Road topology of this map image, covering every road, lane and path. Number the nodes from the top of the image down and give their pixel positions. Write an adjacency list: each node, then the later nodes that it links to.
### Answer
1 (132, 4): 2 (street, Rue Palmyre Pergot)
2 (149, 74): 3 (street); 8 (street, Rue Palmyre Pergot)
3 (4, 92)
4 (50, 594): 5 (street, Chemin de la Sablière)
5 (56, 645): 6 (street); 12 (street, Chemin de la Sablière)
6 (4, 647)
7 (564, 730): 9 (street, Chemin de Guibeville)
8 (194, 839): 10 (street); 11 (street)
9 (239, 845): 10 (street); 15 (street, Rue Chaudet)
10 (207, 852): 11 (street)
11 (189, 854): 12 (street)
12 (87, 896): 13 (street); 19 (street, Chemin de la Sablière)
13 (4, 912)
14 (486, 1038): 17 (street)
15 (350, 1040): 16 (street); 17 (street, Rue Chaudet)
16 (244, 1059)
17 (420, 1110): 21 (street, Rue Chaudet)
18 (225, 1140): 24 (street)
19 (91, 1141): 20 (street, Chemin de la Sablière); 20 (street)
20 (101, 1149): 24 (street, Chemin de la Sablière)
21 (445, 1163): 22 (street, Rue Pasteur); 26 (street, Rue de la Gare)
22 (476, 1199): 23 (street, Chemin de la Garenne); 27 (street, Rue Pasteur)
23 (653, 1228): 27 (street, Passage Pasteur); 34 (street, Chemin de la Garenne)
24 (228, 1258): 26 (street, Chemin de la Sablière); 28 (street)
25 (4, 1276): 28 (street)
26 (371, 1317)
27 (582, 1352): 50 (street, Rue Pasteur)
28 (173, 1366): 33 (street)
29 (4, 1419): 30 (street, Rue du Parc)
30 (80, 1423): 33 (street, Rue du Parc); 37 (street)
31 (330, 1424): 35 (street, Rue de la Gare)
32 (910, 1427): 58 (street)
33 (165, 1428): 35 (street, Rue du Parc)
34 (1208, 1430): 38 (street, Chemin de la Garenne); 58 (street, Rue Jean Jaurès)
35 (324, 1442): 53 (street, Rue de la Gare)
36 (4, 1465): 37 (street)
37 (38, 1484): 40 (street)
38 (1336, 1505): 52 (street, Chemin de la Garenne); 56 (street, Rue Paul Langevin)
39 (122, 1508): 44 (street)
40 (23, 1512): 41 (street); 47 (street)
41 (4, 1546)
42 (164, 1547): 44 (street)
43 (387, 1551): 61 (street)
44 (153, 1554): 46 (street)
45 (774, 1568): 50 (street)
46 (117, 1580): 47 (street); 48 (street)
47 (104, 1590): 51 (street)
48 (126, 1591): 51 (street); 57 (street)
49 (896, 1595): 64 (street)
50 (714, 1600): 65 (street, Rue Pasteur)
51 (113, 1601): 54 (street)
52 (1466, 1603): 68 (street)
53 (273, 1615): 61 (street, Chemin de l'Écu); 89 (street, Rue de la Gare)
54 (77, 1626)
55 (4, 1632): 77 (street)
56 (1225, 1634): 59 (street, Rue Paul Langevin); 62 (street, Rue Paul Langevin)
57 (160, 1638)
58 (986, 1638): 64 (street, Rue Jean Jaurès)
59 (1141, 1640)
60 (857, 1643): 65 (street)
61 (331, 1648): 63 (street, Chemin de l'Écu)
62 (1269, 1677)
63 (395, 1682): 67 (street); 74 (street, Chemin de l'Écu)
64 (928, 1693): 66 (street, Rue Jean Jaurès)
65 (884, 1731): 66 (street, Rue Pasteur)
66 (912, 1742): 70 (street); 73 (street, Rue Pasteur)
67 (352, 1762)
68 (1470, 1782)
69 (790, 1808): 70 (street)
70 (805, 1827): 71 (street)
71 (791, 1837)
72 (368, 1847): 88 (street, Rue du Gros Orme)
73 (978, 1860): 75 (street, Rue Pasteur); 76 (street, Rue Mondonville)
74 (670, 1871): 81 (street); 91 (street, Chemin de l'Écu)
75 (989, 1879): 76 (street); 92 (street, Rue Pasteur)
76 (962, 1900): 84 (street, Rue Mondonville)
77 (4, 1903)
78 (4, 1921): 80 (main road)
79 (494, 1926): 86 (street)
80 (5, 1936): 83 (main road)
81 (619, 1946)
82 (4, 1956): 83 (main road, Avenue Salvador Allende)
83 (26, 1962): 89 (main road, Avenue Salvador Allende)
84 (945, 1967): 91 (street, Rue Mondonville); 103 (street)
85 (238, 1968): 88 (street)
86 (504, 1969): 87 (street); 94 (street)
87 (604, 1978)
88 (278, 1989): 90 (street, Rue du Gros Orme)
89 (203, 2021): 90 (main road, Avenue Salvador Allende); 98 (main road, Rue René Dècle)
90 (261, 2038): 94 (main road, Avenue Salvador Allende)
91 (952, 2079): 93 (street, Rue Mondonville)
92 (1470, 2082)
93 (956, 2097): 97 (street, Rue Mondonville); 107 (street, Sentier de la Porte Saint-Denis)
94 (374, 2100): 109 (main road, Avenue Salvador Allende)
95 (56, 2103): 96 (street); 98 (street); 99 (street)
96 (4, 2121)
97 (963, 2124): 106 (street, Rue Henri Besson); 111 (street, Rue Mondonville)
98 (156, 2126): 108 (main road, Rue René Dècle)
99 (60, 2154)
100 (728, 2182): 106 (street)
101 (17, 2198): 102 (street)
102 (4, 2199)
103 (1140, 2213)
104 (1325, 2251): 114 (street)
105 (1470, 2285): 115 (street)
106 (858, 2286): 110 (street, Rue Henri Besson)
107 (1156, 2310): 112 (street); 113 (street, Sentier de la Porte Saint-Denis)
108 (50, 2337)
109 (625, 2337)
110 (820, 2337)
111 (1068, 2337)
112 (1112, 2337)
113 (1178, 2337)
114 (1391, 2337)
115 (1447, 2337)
■ ■ ■ ■
● **What to produce**
Scan the material and collect every line that contains "Parc".

● **Solution to the exercise**
29 (4, 1419): 30 (street, Rue du Parc)
30 (80, 1423): 33 (street, Rue du Parc); 37 (street)
33 (165, 1428): 35 (street, Rue du Parc)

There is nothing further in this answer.